If you plan to crop the image with Ken Burns, or do a Ken Burns zoom animation, the minimum image should be larger. When doing a 2x Ken Burns zoom, the image should be 2x larger than the minimum. When doing a 3x Ken Burns zoom, 3x larger, etcetera.

RECOMMENDED MINIMUM IMAGE SIZE & ASPECT RATIO

These tables show important project dimensions when working with images in iMovie HD.

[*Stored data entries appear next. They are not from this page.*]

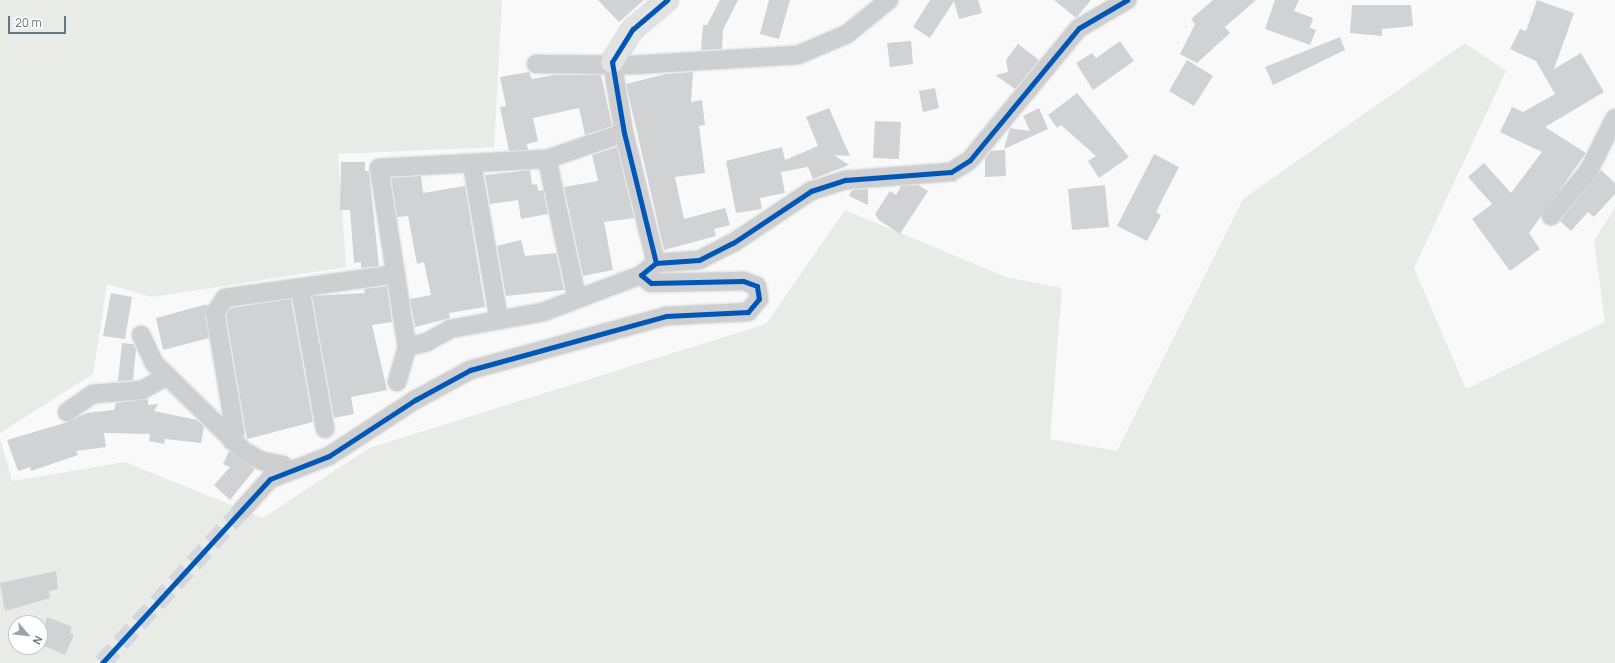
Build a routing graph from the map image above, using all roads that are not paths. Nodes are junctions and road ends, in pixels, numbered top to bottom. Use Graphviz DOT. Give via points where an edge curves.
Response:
graph roads {
  1 [pos="667,0"];
  2 [pos="889,0"];
  3 [pos="1126,0"];
  4 [pos="612,62"];
  5 [pos="536,64"];
  6 [pos="1615,118"];
  7 [pos="624,133"];
  8 [pos="547,159"];
  9 [pos="472,164"];
  10 [pos="1551,216"];
  11 [pos="656,264"];
  12 [pos="396,274"];
  13 [pos="641,275"];
  14 [pos="300,288"];
  15 [pos="577,299"];
  16 [pos="499,320"];
  17 [pos="141,335"];
  18 [pos="407,347"];
  19 [pos="167,376"];
  20 [pos="397,382"];
  21 [pos="67,412"];
  22 [pos="325,429"];
  23 [pos="232,441"];
  24 [pos="289,471"];
  25 [pos="242,510"];
  1 -- 4 [label="street" via="632,29"];
  2 -- 4 [label="street" via="847,34 798,55 633,65"];
  3 -- 11 [label="street" via="1079,28 970,160 951,172 845,180 811,191 733,243 699,260"];
  4 -- 5 [label="street"];
  4 -- 7 [label="street"];
  6 -- 10 [label="street" via="1589,170"];
  7 -- 8 [label="street"];
  7 -- 11 [label="street"];
  8 -- 9 [label="street"];
  8 -- 15 [label="street"];
  9 -- 12 [label="street" via="379,168"];
  9 -- 16 [label="street"];
  11 -- 13 [label="street"];
  12 -- 14 [label="street"];
  12 -- 18 [label="street"];
  13 -- 15 [label="street"];
  13 -- 24 [label="street" via="651,284 743,281 757,286 759,299 748,312 666,316 470,370 415,400 329,456"];
  14 -- 22 [label="street"];
  14 -- 23 [label="street" via="225,298 215,313 235,432"];
  15 -- 16 [label="street" via="543,312"];
  16 -- 18 [label="street" via="450,329 427,342"];
  17 -- 19 [label="street" via="154,362"];
  18 -- 20 [label="street"];
  19 -- 21 [label="street" via="142,390 93,394"];
  19 -- 23 [label="street"];
  23 -- 24 [label="street" via="262,462 282,465"];
  24 -- 25 [label="street" via="270,479"];
}
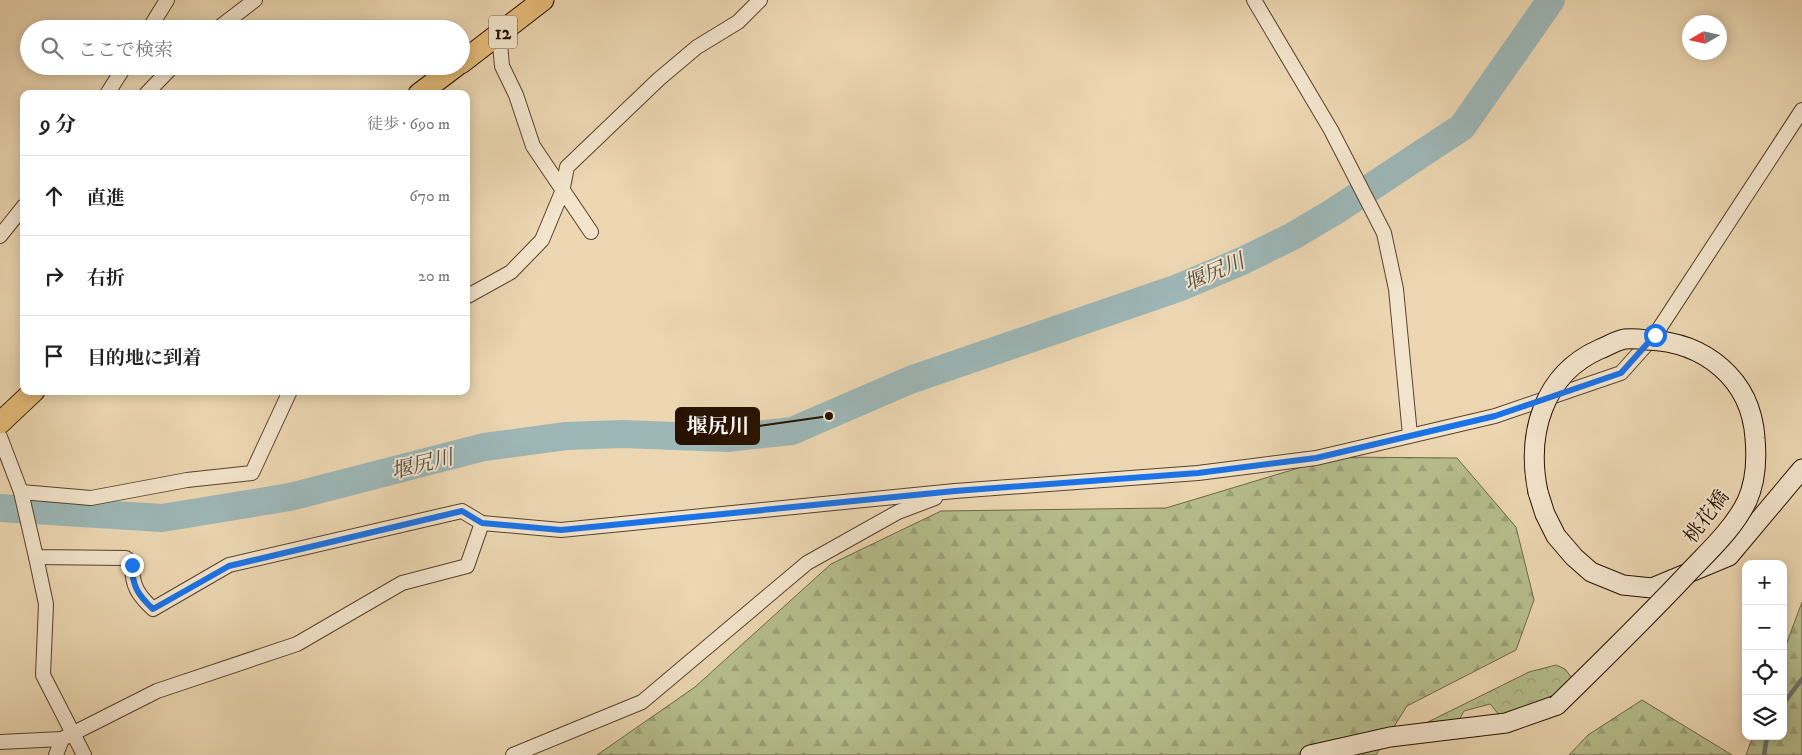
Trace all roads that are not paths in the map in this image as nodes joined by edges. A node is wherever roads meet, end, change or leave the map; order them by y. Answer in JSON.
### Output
{"nodes":[{"id":1,"x":167,"y":0,"type":"edge"},
{"id":2,"x":255,"y":0,"type":"edge"},
{"id":3,"x":543,"y":0,"type":"edge"},
{"id":4,"x":760,"y":0,"type":"edge"},
{"id":5,"x":1254,"y":0,"type":"edge"},
{"id":6,"x":155,"y":20,"type":"edge"},
{"id":7,"x":229,"y":20,"type":"edge"},
{"id":8,"x":499,"y":34,"type":"junction"},
{"id":9,"x":470,"y":55,"type":"edge"},
{"id":10,"x":119,"y":75,"type":"edge"},
{"id":11,"x":164,"y":75,"type":"edge"},
{"id":12,"x":444,"y":75,"type":"edge"},
{"id":13,"x":110,"y":90,"type":"edge"},
{"id":14,"x":150,"y":90,"type":"edge"},
{"id":15,"x":425,"y":90,"type":"edge"},
{"id":16,"x":1802,"y":110,"type":"edge"},
{"id":17,"x":562,"y":192,"type":"junction"},
{"id":18,"x":20,"y":211,"type":"edge"},
{"id":19,"x":591,"y":232,"type":"dead end"},
{"id":20,"x":0,"y":236,"type":"edge"},
{"id":21,"x":470,"y":294,"type":"edge"},
{"id":22,"x":30,"y":395,"type":"edge"},
{"id":23,"x":288,"y":395,"type":"edge"},
{"id":24,"x":0,"y":423,"type":"edge"},
{"id":25,"x":1410,"y":435,"type":"junction"},
{"id":26,"x":0,"y":437,"type":"edge"},
{"id":27,"x":1802,"y":469,"type":"edge"},
{"id":28,"x":955,"y":491,"type":"junction"},
{"id":29,"x":21,"y":493,"type":"junction"},
{"id":30,"x":482,"y":523,"type":"junction"},
{"id":31,"x":36,"y":557,"type":"junction"},
{"id":32,"x":68,"y":736,"type":"junction"},
{"id":33,"x":0,"y":742,"type":"edge"},
{"id":34,"x":56,"y":755,"type":"edge"},
{"id":35,"x":84,"y":755,"type":"edge"},
{"id":36,"x":513,"y":755,"type":"edge"},
{"id":37,"x":1310,"y":755,"type":"edge"}],
"edges":[{"from":1,"to":6,"type":"street"},
{"from":2,"to":7,"type":"street"},
{"from":3,"to":8,"type":"main road","number":"12"},
{"from":4,"to":17,"type":"street"},
{"from":5,"to":25,"type":"street"},
{"from":8,"to":9,"type":"main road","number":"12"},
{"from":8,"to":17,"type":"street"},
{"from":10,"to":13,"type":"street"},
{"from":11,"to":14,"type":"street"},
{"from":12,"to":15,"type":"main road"},
{"from":16,"to":25,"type":"street"},
{"from":17,"to":19,"type":"street"},
{"from":17,"to":21,"type":"street"},
{"from":18,"to":20,"type":"street"},
{"from":22,"to":24,"type":"main road"},
{"from":23,"to":29,"type":"street"},
{"from":25,"to":28,"type":"street"},
{"from":26,"to":29,"type":"street"},
{"from":27,"to":37,"type":"street","name":"桃花橋","bridge":true},
{"from":28,"to":30,"type":"street"},
{"from":28,"to":36,"type":"street"},
{"from":29,"to":31,"type":"street"},
{"from":30,"to":31,"type":"street"},
{"from":30,"to":32,"type":"street"},
{"from":31,"to":32,"type":"street"},
{"from":32,"to":33,"type":"street"},
{"from":32,"to":34,"type":"street"},
{"from":32,"to":35,"type":"street"}]}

Tables are best viewed with a monospace font. These dimensions are intended to eliminate pillarboxing by iMovie HD when importing the photo.

NTSC PROJECTS
Project Type Movie Size Minimum Import Size Aspect Ratio for Crop
Standard DV 720 x 528 720 x 528 1.364:1
DV Widescreen 869 x 480 874 x 480 1.818:1
HDV 720p 1280 x 720 1280 x 720 16:9
HDV 1080i 1440 x 1080 1440 x 1080 Photoshop: 16:9
iPhoto: 16:9.02

PAL PROJECTS
Project Type Movie Size Minimum Import Size Aspect Ratio for Crop
Standard DV 784 x 576 788 x 576 1.364:1
DV Widescreen 1040 x 576 Photoshop: 1050 x 576 Photoshop: 1.823:1
iPhoto: 1048x576 iPhoto: 1.818:1
HDV 720p 1280 x 720 1280 x 720 16:9
HDV 1080i 1440 x 1080 1440 x 1080 Photoshop: 16:9
iPhoto: 16:9.02

OTHER GRAPHICS
When importing text graphics created in other applications, crop to the minimum import size. That prevents iMovie HD from resizing the image while importing it, distorting the text.